Anoche hice la ruta de Alejandra. Nadie sabe en esta ciudad dónde vivió hasta su suicidio y todo el mundo piensa que sus casas fueron solamente en Avellaneda y en París. Pero quien como yo ha leído sus diarios y sus correspondencias, conoce el drama que fue para ella mudarse sola a su apartamento en Barrio Norte; a ese en donde, después de un montón de intentos fallidos, sucumbió finalmente a cincuenta pastillas de Seconal. Es tan lejos pedir. Tan cerca saber que no hay…

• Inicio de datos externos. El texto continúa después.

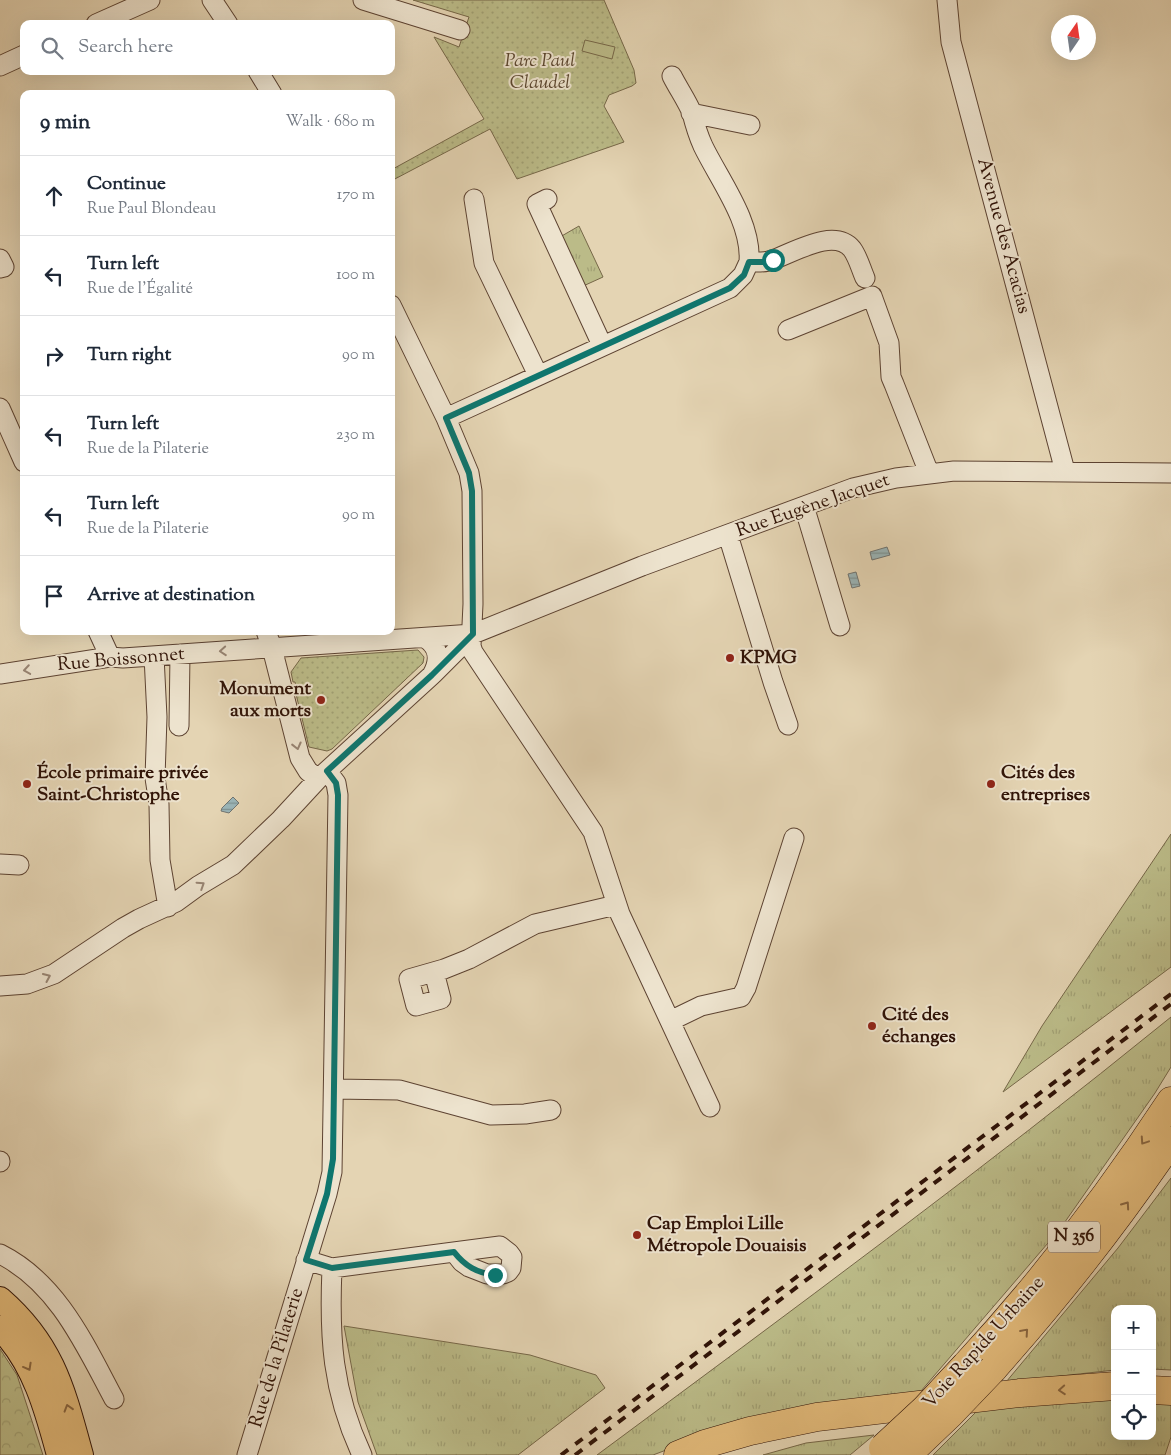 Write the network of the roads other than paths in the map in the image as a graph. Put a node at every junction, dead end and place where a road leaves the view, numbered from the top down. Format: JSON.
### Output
{"nodes":[{"id":1,"x":150,"y":0,"type":"edge"},
{"id":2,"x":212,"y":0,"type":"edge"},
{"id":3,"x":363,"y":0,"type":"edge"},
{"id":4,"x":947,"y":0,"type":"edge"},
{"id":5,"x":105,"y":20,"type":"edge"},
{"id":6,"x":225,"y":20,"type":"edge"},
{"id":7,"x":460,"y":30,"type":"dead end"},
{"id":8,"x":20,"y":58,"type":"edge"},
{"id":9,"x":0,"y":66,"type":"edge"},
{"id":10,"x":260,"y":75,"type":"edge"},
{"id":11,"x":672,"y":76,"type":"dead end"},
{"id":12,"x":270,"y":90,"type":"edge"},
{"id":13,"x":691,"y":113,"type":"junction"},
{"id":14,"x":750,"y":125,"type":"dead end"},
{"id":15,"x":474,"y":199,"type":"dead end"},
{"id":16,"x":547,"y":199,"type":"dead end"},
{"id":17,"x":0,"y":259,"type":"edge"},
{"id":18,"x":749,"y":262,"type":"junction"},
{"id":19,"x":0,"y":268,"type":"edge"},
{"id":20,"x":865,"y":278,"type":"dead end"},
{"id":21,"x":395,"y":313,"type":"edge"},
{"id":22,"x":788,"y":330,"type":"dead end"},
{"id":23,"x":602,"y":345,"type":"junction"},
{"id":24,"x":538,"y":375,"type":"junction"},
{"id":25,"x":0,"y":408,"type":"edge"},
{"id":26,"x":446,"y":418,"type":"junction"},
{"id":27,"x":20,"y":453,"type":"edge"},
{"id":28,"x":1065,"y":471,"type":"junction"},
{"id":29,"x":929,"y":473,"type":"junction"},
{"id":30,"x":1171,"y":473,"type":"edge"},
{"id":31,"x":804,"y":506,"type":"junction"},
{"id":32,"x":728,"y":534,"type":"junction"},
{"id":33,"x":840,"y":626,"type":"dead end"},
{"id":34,"x":473,"y":634,"type":"junction"},
{"id":35,"x":100,"y":635,"type":"edge"},
{"id":36,"x":425,"y":638,"type":"junction"},
{"id":37,"x":269,"y":639,"type":"edge"},
{"id":38,"x":180,"y":654,"type":"junction"},
{"id":39,"x":154,"y":656,"type":"junction"},
{"id":40,"x":110,"y":657,"type":"junction"},
{"id":41,"x":0,"y":674,"type":"edge"},
{"id":42,"x":432,"y":675,"type":"junction"},
{"id":43,"x":788,"y":725,"type":"dead end"},
{"id":44,"x":179,"y":726,"type":"dead end"},
{"id":45,"x":322,"y":775,"type":"junction"},
{"id":46,"x":794,"y":838,"type":"dead end"},
{"id":47,"x":616,"y":905,"type":"junction"},
{"id":48,"x":168,"y":907,"type":"junction"},
{"id":49,"x":434,"y":972,"type":"dead end"},
{"id":50,"x":0,"y":986,"type":"edge"},
{"id":51,"x":670,"y":1021,"type":"junction"},
{"id":52,"x":334,"y":1089,"type":"junction"},
{"id":53,"x":1171,"y":1101,"type":"edge"},
{"id":54,"x":710,"y":1107,"type":"dead end"},
{"id":55,"x":551,"y":1110,"type":"dead end"},
{"id":56,"x":1171,"y":1141,"type":"edge"},
{"id":57,"x":454,"y":1252,"type":"dead end"},
{"id":58,"x":0,"y":1254,"type":"edge"},
{"id":59,"x":306,"y":1260,"type":"junction"},
{"id":60,"x":332,"y":1268,"type":"junction"},
{"id":61,"x":0,"y":1299,"type":"edge"},
{"id":62,"x":0,"y":1328,"type":"edge"},
{"id":63,"x":1156,"y":1383,"type":"edge"},
{"id":64,"x":1171,"y":1384,"type":"edge"},
{"id":65,"x":1111,"y":1387,"type":"edge"},
{"id":66,"x":1156,"y":1390,"type":"edge"},
{"id":67,"x":1171,"y":1392,"type":"edge"},
{"id":68,"x":114,"y":1399,"type":"dead end"},
{"id":69,"x":896,"y":1408,"type":"junction"},
{"id":70,"x":893,"y":1453,"type":"edge"},
{"id":71,"x":59,"y":1455,"type":"edge"},
{"id":72,"x":81,"y":1455,"type":"edge"},
{"id":73,"x":247,"y":1455,"type":"edge"},
{"id":74,"x":362,"y":1455,"type":"edge"},
{"id":75,"x":678,"y":1455,"type":"edge"},
{"id":76,"x":715,"y":1455,"type":"edge"}],
"edges":[{"from":1,"to":5,"type":"street"},
{"from":2,"to":6,"type":"street"},
{"from":3,"to":7,"type":"street"},
{"from":4,"to":28,"type":"street","name":"Avenue des Acacias"},
{"from":8,"to":9,"type":"street"},
{"from":10,"to":12,"type":"street"},
{"from":11,"to":13,"type":"street"},
{"from":13,"to":14,"type":"street"},
{"from":13,"to":18,"type":"street"},
{"from":15,"to":24,"type":"street"},
{"from":16,"to":23,"type":"street"},
{"from":17,"to":19,"type":"street"},
{"from":18,"to":20,"type":"street"},
{"from":18,"to":23,"type":"street"},
{"from":21,"to":26,"type":"street"},
{"from":22,"to":29,"type":"street"},
{"from":23,"to":24,"type":"street"},
{"from":24,"to":26,"type":"street"},
{"from":25,"to":27,"type":"street"},
{"from":26,"to":34,"type":"street"},
{"from":28,"to":29,"type":"street","name":"Rue Eugène Jacquet"},
{"from":28,"to":30,"type":"street","name":"Rue Eugène Jacquet"},
{"from":29,"to":31,"type":"street","name":"Rue Eugène Jacquet"},
{"from":31,"to":32,"type":"street","name":"Rue Eugène Jacquet"},
{"from":31,"to":33,"type":"street"},
{"from":32,"to":34,"type":"street","name":"Rue Eugène Jacquet"},
{"from":32,"to":43,"type":"street"},
{"from":34,"to":36,"type":"street","name":"Rue Boissonnet"},
{"from":34,"to":42,"type":"street"},
{"from":34,"to":47,"type":"street"},
{"from":35,"to":40,"type":"street"},
{"from":36,"to":37,"type":"street","name":"Rue Boissonnet"},
{"from":36,"to":42,"type":"street"},
{"from":37,"to":38,"type":"street","name":"Rue Boissonnet","one_way":true},
{"from":37,"to":45,"type":"street","name":"Rue de la Pilaterie","one_way":true},
{"from":38,"to":39,"type":"street","name":"Rue Boissonnet"},
{"from":38,"to":44,"type":"street"},
{"from":39,"to":40,"type":"street","name":"Rue Boissonnet"},
{"from":39,"to":48,"type":"street"},
{"from":40,"to":41,"type":"street","name":"Rue Boissonnet","one_way":true},
{"from":42,"to":45,"type":"street"},
{"from":48,"to":45,"type":"street","one_way":true},
{"from":45,"to":52,"type":"street","name":"Rue de la Pilaterie"},
{"from":46,"to":51,"type":"street"},
{"from":47,"to":49,"type":"street"},
{"from":47,"to":51,"type":"street"},
{"from":50,"to":48,"type":"street","one_way":true},
{"from":51,"to":54,"type":"street"},
{"from":52,"to":55,"type":"street"},
{"from":52,"to":59,"type":"street","name":"Rue de la Pilaterie"},
{"from":53,"to":70,"type":"highway","name":"Voie Rapide Urbaine","number":"N 356","one_way":true,"bridge":true},
{"from":70,"to":56,"type":"highway","name":"Voie Rapide Urbaine","number":"N 356","one_way":true,"bridge":true},
{"from":57,"to":60,"type":"street"},
{"from":58,"to":68,"type":"street"},
{"from":59,"to":60,"type":"street"},
{"from":59,"to":73,"type":"street","name":"Rue de la Pilaterie"},
{"from":60,"to":74,"type":"street","name":"Rue de la Pilaterie"},
{"from":72,"to":61,"type":"main road","one_way":true},
{"from":62,"to":71,"type":"main road","one_way":true},
{"from":63,"to":64,"type":"highway"},
{"from":65,"to":69,"type":"highway","one_way":true},
{"from":66,"to":67,"type":"highway"},
{"from":69,"to":75,"type":"highway"},
{"from":69,"to":76,"type":"highway"}]}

Me desmonto en Santa Fe, a dos esquinas del subterráneo que deberá, según mi hijo, acercarnos a la calle Montevideo. Voy caminando y una extraña sensación va asustándome. Me siento peligrosamente cerca de algunos pasos que presiento. De alguna manera, que todavía no comprendo, voy desesperada. Por eso pregunto a un viejito que está fumando en la puerta de un café: ¿Dónde está el subte? Y su respuesta es justamente la pregunta que no sabíamos que necesitábamos: “A dónde te diriges vos?”. Le digo que vamos a Montevideo, a la altura del 900. El señor se ríe y nos dice “pero para qué van a tomar el subte si están a cuatro cuadras de ahí”. En ese momento supe. Era allí, donde nos dejó el colectivo; allí mismo se apeaba Alejandra cuando caminaba a casa por esa calle viniendo del centro.
Seguimos por Paraguay, cruzando Uruguay y no recuerdo cuáles otras dos calles, hasta llegar a la más oscura de la zona, aunque tal vez la oscuridad era lo único que podía percibir yo a esas alturas. Torcemos a la derecha y todos los edificios se parecen, 951, 970… y ahí está. Algo de mi respiración se ha roto. Estoy en la acera de enfrente y toda la poesía de Alejandra Pizarnik, al igual que lo hizo con ella, me está ahogando. No me atrevo a cruzar y quiero irme, pero siempre he sido fuerte. Así que con manos temblorosas saco el Blackberry para hacer una foto. No tiene ningún sentido irme de allí sin documentarlo de alguna forma. Mis manos tiemblan y el edificio se niega a dejarse fotografiar. Una farola solitaria ilumina la calle y lo deja en sombras, tal y como a ella le hubiese gustado.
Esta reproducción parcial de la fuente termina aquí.